I've heard family and friends state that I was "wise" in choosing something other than family law as my focused choice in law. The reasons always mentioned centered on the emotions, the inability to leave the work at home, the pain it must involve, the personal aspect of divorce... and on and on.
They don't understand how similar to a losing your job a divorce can be. Both can have lasting physical, emotional, financial and psychological effects.
In America, more than in most countries, we define ourselves by our jobs. We often introduce ourselves by stating our career. "I'm a lawyer," or "a nurse," "a magician." You can be a daycare provider, a hotelier, or a waiter. When is the last time you heard someone introduce themselves as "mother of two, master of the garden, and head of trash removal at home."
When something occurs that terminates the ability to define ourselves in the most basic way it can be as traumatic as a divorce on multiple levels. We spend 1/3 or more of our time at work, with colleagues, using skills we try to hone, earning money to support ourselves and our loved ones. It is where much of our self-worth, and often all of our income to support our families, comes from. Few Americans are prepared to be without both the income and the day-to-day social network provided by the working environment we have grown up in.
It is part of our value system. To be providers, to use the skills we have, to engage others during "working" hours, to be productive, to have something to show for using our skills, for toiling away hours doing what we know how to do.
When we are fired, or laid off, or otherwise lose are job, there is that sense of loss, of failure, of invalidity, of being incapable, of less than, of not measuring up.

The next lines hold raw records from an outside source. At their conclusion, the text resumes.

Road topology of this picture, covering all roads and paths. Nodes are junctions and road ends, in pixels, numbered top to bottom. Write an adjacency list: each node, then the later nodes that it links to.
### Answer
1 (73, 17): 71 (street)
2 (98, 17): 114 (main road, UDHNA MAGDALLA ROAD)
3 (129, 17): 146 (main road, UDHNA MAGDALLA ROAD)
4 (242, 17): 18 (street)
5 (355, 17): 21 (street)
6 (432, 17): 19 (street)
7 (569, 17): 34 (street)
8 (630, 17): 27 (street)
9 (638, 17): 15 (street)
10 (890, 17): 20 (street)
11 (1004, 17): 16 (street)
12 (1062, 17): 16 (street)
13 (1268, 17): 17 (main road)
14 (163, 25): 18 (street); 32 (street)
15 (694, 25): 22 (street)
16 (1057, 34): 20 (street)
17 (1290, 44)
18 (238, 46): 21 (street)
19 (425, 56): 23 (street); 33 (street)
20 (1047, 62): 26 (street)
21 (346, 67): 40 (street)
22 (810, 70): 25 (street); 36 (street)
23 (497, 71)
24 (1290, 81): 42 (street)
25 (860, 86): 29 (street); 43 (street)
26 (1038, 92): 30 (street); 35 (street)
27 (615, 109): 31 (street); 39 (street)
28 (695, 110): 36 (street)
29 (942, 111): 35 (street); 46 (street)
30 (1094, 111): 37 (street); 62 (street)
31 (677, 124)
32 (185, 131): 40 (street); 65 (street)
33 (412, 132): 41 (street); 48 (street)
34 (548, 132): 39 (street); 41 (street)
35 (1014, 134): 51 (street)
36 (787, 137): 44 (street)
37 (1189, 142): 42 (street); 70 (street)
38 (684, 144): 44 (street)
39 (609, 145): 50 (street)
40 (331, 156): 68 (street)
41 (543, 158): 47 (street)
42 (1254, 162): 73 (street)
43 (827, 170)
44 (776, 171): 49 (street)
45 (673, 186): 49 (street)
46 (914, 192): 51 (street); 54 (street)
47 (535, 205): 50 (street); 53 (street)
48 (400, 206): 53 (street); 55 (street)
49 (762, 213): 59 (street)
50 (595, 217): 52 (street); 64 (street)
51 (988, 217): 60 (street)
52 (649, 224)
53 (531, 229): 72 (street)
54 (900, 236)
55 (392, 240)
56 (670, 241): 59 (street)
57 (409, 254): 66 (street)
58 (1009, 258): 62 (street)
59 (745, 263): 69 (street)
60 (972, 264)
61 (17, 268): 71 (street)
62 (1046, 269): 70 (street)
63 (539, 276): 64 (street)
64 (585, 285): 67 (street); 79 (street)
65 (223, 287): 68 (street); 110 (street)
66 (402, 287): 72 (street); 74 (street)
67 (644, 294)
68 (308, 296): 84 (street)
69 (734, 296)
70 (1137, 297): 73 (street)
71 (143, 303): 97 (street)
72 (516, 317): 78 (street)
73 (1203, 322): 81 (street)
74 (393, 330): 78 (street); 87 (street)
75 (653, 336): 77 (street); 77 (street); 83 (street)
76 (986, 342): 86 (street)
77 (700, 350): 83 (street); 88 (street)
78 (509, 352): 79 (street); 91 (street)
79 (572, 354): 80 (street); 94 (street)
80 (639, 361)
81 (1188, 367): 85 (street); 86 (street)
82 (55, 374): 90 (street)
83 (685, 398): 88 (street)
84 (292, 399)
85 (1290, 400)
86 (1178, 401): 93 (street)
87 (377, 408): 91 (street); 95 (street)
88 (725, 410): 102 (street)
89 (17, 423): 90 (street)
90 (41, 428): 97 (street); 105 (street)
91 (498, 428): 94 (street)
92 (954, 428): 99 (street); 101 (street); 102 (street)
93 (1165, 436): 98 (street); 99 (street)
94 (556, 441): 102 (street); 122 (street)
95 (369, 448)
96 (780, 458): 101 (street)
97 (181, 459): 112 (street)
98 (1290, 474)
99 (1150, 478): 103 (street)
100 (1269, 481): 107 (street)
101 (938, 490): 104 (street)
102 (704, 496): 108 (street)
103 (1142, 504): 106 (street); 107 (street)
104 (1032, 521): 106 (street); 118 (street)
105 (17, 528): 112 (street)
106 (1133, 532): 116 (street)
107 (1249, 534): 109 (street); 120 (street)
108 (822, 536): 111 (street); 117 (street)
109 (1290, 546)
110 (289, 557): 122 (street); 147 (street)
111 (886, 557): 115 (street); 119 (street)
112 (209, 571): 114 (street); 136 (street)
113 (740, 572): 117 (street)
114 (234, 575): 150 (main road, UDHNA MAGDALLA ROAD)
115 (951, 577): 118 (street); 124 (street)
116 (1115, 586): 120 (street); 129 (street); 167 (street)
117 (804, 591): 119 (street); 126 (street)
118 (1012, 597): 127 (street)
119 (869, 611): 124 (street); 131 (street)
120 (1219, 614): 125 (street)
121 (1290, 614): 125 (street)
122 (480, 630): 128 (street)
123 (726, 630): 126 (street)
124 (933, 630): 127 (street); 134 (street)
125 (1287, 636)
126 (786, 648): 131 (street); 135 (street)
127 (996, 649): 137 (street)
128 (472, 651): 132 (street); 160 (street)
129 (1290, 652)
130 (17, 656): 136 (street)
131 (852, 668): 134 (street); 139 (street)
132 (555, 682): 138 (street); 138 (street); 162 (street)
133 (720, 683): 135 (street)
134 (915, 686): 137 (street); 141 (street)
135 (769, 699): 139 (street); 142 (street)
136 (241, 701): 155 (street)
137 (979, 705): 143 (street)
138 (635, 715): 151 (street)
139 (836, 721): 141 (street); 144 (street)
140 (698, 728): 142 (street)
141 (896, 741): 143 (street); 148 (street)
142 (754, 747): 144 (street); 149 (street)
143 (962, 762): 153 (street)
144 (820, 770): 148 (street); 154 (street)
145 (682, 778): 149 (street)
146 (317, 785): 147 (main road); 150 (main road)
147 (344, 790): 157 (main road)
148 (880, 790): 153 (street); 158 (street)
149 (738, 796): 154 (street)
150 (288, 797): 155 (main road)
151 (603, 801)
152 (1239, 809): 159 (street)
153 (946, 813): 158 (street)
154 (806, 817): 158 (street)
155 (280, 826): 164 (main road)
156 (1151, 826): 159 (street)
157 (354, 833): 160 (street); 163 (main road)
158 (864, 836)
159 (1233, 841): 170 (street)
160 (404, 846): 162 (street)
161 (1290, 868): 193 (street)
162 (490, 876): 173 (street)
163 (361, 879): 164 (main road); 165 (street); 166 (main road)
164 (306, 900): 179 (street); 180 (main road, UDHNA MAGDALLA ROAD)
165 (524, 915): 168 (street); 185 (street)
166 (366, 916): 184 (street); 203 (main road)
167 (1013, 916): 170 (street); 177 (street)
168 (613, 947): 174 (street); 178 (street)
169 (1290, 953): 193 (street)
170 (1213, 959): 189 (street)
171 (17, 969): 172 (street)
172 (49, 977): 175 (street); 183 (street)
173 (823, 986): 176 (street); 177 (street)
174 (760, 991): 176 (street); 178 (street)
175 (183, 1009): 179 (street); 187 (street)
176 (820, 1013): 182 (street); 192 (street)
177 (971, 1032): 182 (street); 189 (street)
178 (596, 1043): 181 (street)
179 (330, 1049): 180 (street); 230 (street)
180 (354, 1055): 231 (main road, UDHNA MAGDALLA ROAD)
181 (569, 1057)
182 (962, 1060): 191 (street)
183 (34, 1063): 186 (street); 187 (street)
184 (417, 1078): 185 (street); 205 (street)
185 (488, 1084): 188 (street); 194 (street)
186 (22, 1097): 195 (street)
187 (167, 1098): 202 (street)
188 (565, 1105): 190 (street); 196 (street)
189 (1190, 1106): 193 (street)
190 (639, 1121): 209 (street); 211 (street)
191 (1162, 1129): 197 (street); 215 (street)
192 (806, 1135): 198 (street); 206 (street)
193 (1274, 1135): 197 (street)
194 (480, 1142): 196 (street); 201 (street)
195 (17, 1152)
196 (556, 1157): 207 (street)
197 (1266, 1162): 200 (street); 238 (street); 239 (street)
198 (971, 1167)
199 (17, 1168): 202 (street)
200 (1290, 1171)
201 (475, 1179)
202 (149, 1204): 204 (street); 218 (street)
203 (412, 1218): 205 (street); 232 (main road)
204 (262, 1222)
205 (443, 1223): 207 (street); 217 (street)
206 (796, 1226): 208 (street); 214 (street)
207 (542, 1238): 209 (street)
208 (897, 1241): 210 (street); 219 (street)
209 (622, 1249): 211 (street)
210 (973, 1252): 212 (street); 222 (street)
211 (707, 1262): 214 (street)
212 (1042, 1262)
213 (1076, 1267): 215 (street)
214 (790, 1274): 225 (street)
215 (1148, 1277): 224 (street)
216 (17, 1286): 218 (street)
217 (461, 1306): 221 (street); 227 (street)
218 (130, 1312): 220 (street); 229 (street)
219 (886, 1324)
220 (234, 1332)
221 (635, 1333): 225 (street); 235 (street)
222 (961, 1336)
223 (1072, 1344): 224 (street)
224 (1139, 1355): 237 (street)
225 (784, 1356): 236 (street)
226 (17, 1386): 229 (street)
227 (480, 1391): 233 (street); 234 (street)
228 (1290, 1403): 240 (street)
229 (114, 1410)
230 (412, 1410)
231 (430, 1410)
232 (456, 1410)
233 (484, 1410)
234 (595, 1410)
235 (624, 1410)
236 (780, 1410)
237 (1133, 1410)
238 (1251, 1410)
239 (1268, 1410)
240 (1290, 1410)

There is also anger, a sense of injustice, of wrongdoing. It is not that different than when a divorce occurs.
To start over is not easy. The questions are asked... Where did you come from? How long were you there? What happened? They sound as invasive as questions from well-meaning friends following a break-up. And they don't feel any different.
The financial aspect is also damaging. Going without a job for weeks or months is the same as living on half an income, like divorced people often have to adjust to. And it can affect families the same way divorce does, as well.
So the next time you think about employment law, think about how important your job is to you.
But most importantly, try not to define yourself by your job. Try to define yourself by your life.